Le Défenseur des droits a été saisi de 96 000 réclamations, auxquelles il faut ajouter plus de 40 000 demandes adressées aux délégués et à la plateforme téléphonique, qui sont des demandes de renseignements et d'orientation. L'autorité a donc été saisie entre 140 000 et 150 000 fois l'année dernière.

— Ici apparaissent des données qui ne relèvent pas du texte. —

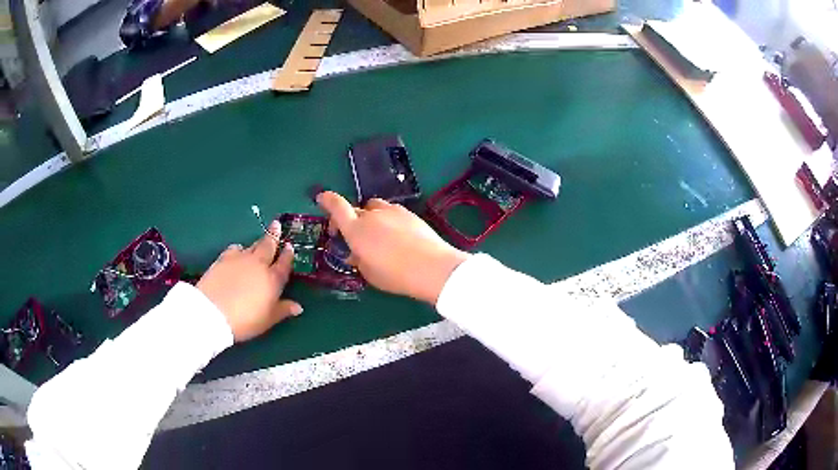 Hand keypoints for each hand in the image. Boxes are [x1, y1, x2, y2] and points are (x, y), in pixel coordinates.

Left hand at [197, 221, 302, 341]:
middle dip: (273, 235)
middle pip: (268, 246)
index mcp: (272, 279)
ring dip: (257, 242)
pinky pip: (235, 249)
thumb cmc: (245, 320)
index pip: (284, 264)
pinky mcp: (223, 259)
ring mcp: (240, 259)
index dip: (287, 255)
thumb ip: (283, 310)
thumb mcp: (267, 320)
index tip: (289, 246)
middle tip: (276, 224)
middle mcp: (258, 264)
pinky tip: (238, 252)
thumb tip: (298, 307)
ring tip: (259, 241)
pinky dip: (239, 249)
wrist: (213, 312)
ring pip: (252, 246)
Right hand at [317, 192, 469, 303]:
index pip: (337, 208)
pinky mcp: (409, 213)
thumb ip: (358, 259)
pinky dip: (387, 219)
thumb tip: (355, 252)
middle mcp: (372, 215)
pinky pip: (391, 212)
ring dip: (370, 217)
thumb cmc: (395, 275)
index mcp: (356, 230)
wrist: (432, 267)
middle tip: (354, 236)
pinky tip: (397, 235)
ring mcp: (392, 211)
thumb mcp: (369, 273)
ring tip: (377, 234)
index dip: (327, 200)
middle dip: (350, 219)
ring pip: (374, 208)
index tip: (321, 198)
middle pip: (355, 209) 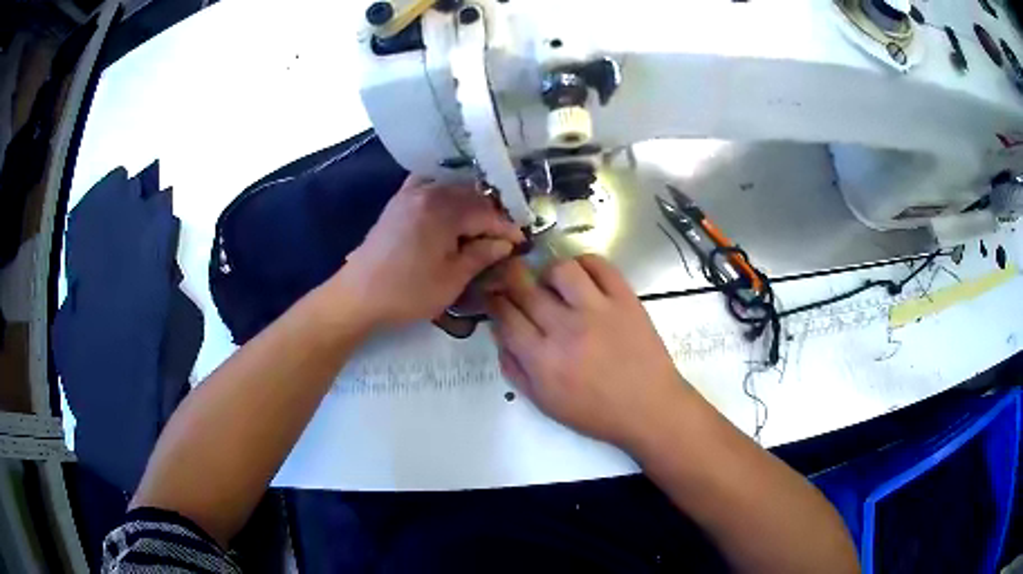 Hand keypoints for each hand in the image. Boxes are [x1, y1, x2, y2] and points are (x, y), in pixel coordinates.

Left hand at [337, 175, 523, 328]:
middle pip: (471, 195)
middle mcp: (429, 193)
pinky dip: (444, 192)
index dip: (506, 227)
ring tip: (480, 225)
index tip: (520, 242)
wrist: (358, 295)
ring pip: (452, 189)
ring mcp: (410, 193)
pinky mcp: (398, 201)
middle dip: (491, 214)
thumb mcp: (451, 280)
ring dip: (470, 203)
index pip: (487, 212)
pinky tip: (450, 206)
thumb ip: (481, 255)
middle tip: (502, 236)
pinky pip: (428, 186)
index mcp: (444, 211)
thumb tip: (506, 242)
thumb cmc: (407, 292)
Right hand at [486, 255, 690, 448]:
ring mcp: (598, 310)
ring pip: (561, 270)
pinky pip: (600, 265)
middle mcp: (565, 329)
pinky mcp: (625, 300)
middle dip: (509, 279)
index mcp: (542, 360)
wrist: (649, 408)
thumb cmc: (595, 412)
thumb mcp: (544, 402)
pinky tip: (582, 277)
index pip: (505, 316)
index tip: (493, 296)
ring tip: (553, 284)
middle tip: (513, 280)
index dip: (493, 301)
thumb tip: (499, 335)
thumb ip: (515, 369)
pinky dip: (585, 263)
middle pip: (525, 288)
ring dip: (548, 272) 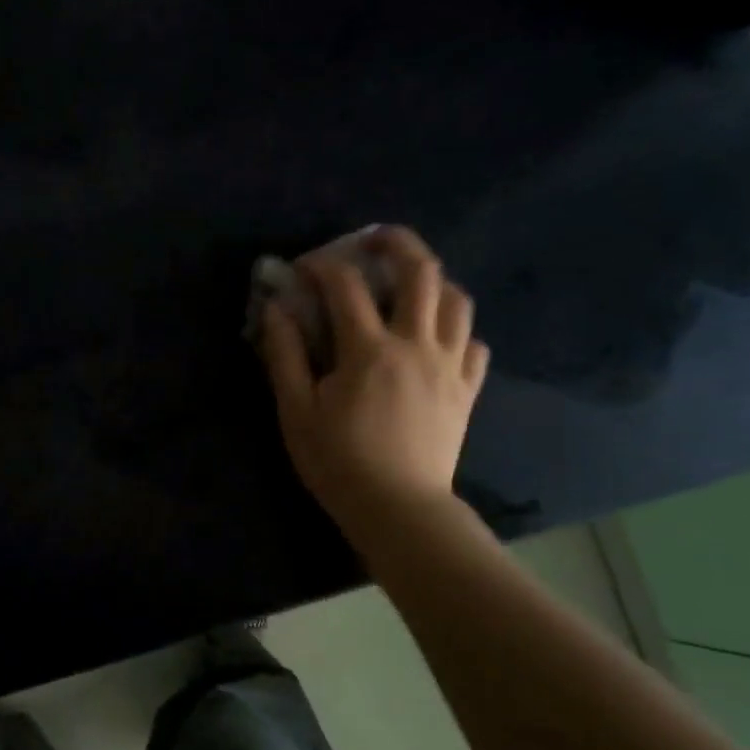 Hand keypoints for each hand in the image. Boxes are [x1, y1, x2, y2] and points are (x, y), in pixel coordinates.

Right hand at [260, 226, 488, 557]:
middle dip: (396, 243)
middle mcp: (416, 345)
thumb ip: (285, 354)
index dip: (320, 266)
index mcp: (369, 350)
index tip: (300, 269)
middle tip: (373, 239)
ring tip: (409, 285)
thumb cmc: (338, 462)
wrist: (399, 510)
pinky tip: (436, 338)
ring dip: (433, 281)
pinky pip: (474, 344)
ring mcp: (449, 366)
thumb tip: (276, 309)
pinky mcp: (466, 390)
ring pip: (457, 301)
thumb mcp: (297, 410)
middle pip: (422, 272)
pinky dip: (456, 330)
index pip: (345, 285) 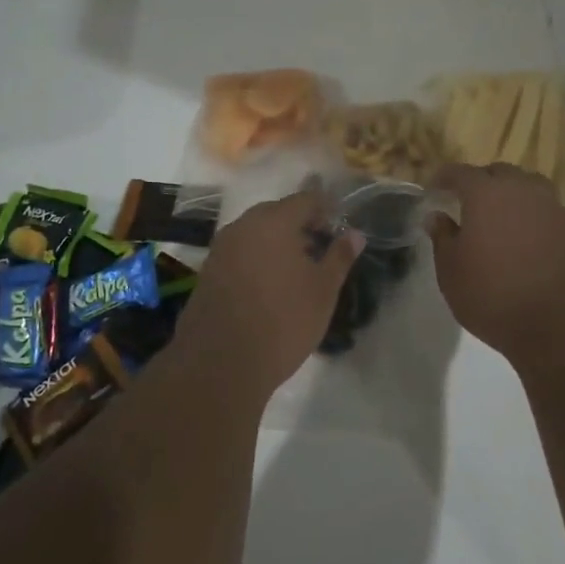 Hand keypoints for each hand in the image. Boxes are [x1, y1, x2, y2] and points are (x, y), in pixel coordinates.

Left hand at [173, 189, 364, 399]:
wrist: (221, 363)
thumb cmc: (283, 321)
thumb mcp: (323, 290)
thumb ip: (340, 257)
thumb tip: (356, 234)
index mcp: (274, 222)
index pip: (306, 200)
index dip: (326, 210)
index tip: (339, 230)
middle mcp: (243, 226)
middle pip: (277, 213)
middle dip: (300, 226)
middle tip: (320, 250)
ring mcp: (221, 248)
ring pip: (256, 233)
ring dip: (277, 243)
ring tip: (297, 271)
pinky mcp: (208, 271)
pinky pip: (240, 253)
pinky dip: (257, 259)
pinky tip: (270, 286)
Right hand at [429, 164, 564, 358]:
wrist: (561, 323)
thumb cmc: (494, 296)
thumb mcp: (452, 272)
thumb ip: (443, 238)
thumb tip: (437, 217)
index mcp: (486, 194)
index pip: (460, 172)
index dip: (444, 178)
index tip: (434, 188)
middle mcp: (523, 190)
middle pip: (500, 173)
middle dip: (481, 182)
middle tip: (468, 202)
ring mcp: (554, 207)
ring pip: (530, 188)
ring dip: (513, 196)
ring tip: (502, 217)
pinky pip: (549, 212)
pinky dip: (535, 217)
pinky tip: (530, 239) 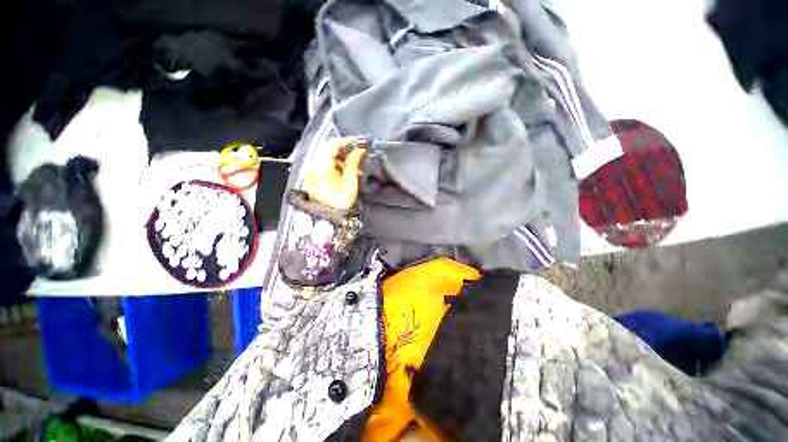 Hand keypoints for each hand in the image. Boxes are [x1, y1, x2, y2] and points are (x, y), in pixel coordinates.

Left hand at [304, 137, 366, 209]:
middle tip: (358, 151)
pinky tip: (345, 171)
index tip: (358, 141)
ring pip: (327, 156)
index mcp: (321, 167)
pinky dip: (335, 164)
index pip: (332, 145)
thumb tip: (360, 150)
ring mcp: (311, 171)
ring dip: (341, 157)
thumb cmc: (340, 203)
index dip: (346, 141)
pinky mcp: (313, 176)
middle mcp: (313, 167)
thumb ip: (354, 163)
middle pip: (328, 149)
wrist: (329, 218)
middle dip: (344, 149)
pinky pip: (324, 164)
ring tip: (354, 166)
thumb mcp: (350, 182) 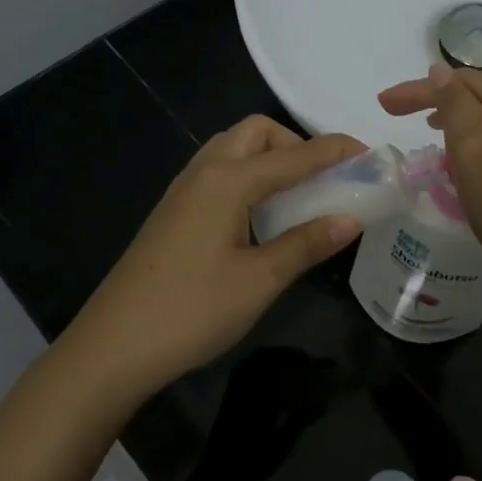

Le Défenseur des droits doit faire face à une augmentation constante de son activité avec des moyens plafonnés, et même réduits pour ce qui est des effectifs. En effet, nous subissons le même traitement budgétaire que les autres autorités administratives indépendantes ou établissements publics, et sommes soumis à des plans triennaux de diminution des plafonds d'emplois. Si je peux me permettre ce vocabulaire industriel, nous travaillons donc à « flux tendu ». C'est pour moi une grande préoccupation, car notre activité est de recevoir, d'écouter, d'étudier et d'instruire. Rien ne peut être accompli si nous ne sommes pas assez nombreux pour faire face à cette tâche. Cette situation est préoccupante, et je me permets d'emblée d'en faire état devant votre commission.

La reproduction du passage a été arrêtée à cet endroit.